By the time I reached the summit, I was done. I pulled out my phone and looked up the fastest way off this godforsaken mountain. In my haste, I didn’t question the ridiculous amount of hairpins that crowded the screen. I set off down the downhill MTB run in full ‘send it’ mode, just wanting the experience to be over.
You’ll be surprised to learn that before long I was walking once more. After nearly half an hour of hiking and bushwhacking, there was a cacophony of barking. Suddenly, two giant dogs were barring my way. Snarling, snapping and creeping toward me. I turned round to find another dog slightly behind and above me.
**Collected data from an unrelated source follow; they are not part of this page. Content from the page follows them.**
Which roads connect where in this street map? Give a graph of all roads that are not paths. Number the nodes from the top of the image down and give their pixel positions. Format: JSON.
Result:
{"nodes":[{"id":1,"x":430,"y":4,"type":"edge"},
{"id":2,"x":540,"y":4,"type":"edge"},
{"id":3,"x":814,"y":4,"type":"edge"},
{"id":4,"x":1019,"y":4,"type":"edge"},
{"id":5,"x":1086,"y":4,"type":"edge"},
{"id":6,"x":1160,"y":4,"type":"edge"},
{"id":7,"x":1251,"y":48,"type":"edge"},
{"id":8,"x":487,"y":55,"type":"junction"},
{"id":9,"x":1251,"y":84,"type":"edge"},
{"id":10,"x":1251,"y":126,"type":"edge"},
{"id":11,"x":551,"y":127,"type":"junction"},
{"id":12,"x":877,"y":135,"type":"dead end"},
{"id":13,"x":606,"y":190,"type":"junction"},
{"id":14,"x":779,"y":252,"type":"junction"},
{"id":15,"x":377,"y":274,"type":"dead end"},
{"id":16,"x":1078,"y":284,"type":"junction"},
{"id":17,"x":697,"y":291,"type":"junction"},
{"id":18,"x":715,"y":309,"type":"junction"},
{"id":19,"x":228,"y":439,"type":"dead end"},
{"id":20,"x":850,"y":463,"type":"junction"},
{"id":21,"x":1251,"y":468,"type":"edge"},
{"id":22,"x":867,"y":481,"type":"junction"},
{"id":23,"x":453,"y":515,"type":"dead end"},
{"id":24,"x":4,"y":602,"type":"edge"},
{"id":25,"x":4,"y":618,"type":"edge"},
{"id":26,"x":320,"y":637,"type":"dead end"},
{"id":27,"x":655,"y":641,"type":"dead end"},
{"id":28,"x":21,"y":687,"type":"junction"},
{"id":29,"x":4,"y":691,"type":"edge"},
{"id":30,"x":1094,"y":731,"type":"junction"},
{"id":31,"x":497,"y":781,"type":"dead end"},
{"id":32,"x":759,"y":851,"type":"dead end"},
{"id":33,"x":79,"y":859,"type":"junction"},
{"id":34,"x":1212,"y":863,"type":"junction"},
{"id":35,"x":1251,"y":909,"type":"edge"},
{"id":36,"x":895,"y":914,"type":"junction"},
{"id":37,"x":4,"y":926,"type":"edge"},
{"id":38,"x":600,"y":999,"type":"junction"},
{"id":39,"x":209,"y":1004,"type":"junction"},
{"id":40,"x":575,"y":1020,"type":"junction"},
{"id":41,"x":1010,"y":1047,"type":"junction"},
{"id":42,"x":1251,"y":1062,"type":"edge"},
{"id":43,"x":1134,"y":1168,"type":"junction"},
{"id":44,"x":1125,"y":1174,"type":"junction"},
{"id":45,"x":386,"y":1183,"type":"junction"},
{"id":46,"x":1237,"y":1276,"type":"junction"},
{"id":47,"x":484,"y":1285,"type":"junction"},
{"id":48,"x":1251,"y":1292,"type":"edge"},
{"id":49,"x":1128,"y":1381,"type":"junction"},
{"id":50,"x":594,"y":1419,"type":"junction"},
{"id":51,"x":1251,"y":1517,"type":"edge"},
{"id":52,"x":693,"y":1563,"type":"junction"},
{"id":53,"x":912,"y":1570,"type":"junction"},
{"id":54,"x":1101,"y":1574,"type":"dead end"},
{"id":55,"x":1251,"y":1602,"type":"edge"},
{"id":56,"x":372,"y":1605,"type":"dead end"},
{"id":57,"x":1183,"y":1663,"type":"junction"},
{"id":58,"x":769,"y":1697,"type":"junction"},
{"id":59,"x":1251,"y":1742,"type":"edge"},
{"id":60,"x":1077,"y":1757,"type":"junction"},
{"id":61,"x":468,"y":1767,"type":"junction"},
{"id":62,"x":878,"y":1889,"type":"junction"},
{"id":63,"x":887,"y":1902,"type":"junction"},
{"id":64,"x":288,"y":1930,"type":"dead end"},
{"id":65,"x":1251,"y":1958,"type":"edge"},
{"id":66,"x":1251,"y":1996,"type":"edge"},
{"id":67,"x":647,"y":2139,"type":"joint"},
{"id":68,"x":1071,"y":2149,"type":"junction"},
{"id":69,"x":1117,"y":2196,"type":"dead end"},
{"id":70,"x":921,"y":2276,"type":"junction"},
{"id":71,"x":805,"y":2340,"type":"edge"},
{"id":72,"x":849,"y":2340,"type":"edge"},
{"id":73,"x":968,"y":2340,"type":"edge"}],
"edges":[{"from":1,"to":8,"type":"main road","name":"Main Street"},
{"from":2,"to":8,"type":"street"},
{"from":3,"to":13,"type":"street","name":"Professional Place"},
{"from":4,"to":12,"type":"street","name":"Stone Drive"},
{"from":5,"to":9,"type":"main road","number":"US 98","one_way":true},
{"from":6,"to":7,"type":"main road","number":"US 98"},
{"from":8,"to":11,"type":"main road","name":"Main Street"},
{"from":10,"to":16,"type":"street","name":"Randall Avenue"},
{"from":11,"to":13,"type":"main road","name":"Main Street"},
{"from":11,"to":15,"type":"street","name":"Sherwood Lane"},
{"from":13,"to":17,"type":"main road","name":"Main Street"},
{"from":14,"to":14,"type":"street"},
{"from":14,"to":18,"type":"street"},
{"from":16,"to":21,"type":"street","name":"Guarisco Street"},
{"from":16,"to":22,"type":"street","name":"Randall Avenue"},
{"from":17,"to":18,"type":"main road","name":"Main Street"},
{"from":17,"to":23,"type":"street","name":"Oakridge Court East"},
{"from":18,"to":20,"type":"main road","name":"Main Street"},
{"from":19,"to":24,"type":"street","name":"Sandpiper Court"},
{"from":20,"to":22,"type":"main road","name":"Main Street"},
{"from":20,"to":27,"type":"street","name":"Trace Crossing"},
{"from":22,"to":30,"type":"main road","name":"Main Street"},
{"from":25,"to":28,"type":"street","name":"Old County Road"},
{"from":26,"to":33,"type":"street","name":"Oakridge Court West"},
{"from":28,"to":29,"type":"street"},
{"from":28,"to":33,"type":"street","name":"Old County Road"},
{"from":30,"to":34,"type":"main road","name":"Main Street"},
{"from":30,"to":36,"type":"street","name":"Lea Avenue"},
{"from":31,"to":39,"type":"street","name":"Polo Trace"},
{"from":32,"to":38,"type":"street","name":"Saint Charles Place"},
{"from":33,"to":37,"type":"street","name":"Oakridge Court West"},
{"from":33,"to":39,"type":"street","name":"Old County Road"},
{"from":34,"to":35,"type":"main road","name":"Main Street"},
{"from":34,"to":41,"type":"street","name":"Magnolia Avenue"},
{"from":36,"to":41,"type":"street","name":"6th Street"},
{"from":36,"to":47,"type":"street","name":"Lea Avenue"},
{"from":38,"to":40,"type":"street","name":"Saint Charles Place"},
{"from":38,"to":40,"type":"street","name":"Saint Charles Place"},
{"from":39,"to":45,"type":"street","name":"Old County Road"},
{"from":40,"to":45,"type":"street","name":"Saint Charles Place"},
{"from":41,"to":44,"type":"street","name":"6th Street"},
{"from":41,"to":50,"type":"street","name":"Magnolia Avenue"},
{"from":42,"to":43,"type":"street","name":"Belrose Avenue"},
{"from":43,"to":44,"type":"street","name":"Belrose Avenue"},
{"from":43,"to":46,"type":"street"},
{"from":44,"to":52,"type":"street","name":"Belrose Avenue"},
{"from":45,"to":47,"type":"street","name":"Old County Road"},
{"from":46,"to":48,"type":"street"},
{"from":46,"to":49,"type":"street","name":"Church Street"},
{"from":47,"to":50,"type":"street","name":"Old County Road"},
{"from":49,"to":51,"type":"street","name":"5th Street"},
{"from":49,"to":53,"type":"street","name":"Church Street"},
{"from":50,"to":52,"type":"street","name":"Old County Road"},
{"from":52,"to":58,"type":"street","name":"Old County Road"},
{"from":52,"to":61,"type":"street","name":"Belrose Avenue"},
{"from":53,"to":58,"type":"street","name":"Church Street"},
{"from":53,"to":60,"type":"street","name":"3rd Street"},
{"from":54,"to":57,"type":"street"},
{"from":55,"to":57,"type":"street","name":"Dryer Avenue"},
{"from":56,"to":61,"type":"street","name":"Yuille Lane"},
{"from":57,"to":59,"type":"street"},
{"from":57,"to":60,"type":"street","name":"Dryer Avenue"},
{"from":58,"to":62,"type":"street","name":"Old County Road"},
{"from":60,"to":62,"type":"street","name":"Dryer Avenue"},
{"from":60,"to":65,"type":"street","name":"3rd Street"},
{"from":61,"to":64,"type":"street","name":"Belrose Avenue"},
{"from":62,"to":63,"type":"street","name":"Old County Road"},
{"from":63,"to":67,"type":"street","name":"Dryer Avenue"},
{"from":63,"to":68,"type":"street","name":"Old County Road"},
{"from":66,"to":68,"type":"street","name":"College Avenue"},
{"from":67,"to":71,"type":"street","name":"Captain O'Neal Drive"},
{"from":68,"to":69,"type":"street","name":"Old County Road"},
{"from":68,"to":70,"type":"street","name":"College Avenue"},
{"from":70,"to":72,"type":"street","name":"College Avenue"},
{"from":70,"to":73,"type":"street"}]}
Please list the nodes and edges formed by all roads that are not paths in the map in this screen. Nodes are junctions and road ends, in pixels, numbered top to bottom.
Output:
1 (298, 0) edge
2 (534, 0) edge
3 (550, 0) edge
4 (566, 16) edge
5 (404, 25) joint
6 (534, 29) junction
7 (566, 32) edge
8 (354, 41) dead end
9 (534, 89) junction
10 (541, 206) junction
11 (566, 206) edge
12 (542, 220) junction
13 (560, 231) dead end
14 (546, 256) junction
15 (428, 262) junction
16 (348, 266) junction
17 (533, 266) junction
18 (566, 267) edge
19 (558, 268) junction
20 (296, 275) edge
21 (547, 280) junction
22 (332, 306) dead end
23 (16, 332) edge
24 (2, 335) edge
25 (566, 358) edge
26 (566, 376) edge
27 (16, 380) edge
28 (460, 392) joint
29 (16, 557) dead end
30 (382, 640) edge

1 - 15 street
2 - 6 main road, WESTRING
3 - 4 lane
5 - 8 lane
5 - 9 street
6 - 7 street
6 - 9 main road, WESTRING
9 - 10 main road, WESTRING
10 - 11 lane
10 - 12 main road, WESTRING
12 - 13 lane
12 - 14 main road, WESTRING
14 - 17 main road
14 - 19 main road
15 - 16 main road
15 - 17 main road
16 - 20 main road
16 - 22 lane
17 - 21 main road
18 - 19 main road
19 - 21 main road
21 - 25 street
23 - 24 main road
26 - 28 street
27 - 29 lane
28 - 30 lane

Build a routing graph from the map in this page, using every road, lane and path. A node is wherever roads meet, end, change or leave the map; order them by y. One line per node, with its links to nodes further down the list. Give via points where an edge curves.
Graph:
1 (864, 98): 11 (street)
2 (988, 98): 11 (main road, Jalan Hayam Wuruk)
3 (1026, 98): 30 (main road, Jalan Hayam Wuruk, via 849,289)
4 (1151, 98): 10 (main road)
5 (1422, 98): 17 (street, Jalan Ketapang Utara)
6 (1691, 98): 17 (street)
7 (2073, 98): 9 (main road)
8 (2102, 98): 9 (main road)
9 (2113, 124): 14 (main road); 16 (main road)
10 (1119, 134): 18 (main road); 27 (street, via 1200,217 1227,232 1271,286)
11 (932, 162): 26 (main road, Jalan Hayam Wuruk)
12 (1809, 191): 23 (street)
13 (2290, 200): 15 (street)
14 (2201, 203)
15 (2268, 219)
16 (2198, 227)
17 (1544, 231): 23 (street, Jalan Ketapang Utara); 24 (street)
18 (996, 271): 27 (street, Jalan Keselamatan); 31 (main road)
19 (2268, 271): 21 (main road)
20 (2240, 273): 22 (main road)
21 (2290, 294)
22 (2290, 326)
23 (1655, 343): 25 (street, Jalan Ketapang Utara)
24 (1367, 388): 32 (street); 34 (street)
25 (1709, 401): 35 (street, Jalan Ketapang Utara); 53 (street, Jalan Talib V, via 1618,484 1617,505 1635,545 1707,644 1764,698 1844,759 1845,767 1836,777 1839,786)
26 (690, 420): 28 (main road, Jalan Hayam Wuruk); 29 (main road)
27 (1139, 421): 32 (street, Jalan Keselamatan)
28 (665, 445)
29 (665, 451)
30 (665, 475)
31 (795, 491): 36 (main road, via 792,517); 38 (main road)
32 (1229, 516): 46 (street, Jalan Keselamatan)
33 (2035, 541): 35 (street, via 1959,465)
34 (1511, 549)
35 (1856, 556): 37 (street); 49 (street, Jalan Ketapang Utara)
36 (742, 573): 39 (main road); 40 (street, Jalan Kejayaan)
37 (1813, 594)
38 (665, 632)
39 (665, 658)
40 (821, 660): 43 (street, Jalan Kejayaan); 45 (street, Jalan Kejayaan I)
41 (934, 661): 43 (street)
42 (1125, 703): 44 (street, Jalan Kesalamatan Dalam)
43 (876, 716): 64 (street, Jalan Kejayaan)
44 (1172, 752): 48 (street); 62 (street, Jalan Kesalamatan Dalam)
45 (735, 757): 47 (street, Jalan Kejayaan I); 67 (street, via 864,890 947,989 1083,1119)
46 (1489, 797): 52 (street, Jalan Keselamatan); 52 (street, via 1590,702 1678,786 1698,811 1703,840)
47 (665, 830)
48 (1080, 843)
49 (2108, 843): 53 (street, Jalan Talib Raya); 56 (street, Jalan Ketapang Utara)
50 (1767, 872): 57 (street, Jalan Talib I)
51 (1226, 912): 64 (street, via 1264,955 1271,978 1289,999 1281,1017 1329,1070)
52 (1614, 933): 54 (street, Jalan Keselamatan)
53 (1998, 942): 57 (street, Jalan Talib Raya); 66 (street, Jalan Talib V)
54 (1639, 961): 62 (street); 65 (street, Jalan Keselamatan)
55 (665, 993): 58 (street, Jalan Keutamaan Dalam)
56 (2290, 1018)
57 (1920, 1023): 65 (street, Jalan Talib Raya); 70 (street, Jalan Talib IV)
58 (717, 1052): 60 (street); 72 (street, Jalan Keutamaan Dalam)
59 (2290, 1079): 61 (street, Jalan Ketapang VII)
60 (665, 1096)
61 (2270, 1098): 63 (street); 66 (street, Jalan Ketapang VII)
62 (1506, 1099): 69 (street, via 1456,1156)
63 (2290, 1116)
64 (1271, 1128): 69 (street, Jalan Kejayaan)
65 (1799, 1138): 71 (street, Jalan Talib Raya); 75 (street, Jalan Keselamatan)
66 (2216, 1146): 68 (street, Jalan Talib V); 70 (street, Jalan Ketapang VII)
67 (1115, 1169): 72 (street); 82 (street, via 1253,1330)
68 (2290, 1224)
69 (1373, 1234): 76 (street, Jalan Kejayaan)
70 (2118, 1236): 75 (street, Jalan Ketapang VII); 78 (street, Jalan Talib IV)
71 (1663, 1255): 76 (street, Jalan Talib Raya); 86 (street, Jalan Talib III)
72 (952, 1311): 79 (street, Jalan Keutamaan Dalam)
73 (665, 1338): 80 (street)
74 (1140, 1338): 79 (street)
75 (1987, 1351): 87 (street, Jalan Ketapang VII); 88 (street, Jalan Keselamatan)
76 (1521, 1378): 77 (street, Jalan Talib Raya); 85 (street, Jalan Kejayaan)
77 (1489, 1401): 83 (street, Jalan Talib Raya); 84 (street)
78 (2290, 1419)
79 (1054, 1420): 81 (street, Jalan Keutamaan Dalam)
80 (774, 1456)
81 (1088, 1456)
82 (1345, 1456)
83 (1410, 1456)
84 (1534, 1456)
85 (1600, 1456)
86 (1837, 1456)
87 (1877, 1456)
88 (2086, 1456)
Panic set in and I worked my way slowly back up the path. A total of six dogs were now stalking me. Eventually I left their territory and the barking and growling ceased.
I checked my phone. No signal. Climbing back up the MTB run would be near impossible. I gave it ten minutes and started back down the mountain. They’d left a lookout. The barking resumed. I couldn’t see any other option – I lifted my bike, swung it at them, screamed and sprinted. Hounded, I fled down the mountain, finally losing the dogs in a river.
This was further alright. Way further than I’d intended to push myself. Miles further than my comfort zone. It was also the most rewarding experience I’ve had on (or pushing) a bike in years. I found the ragged edges of my abilities and explored just how far I can push myself. Next year, I’ll go further still… maybe even Kyrgyzstan.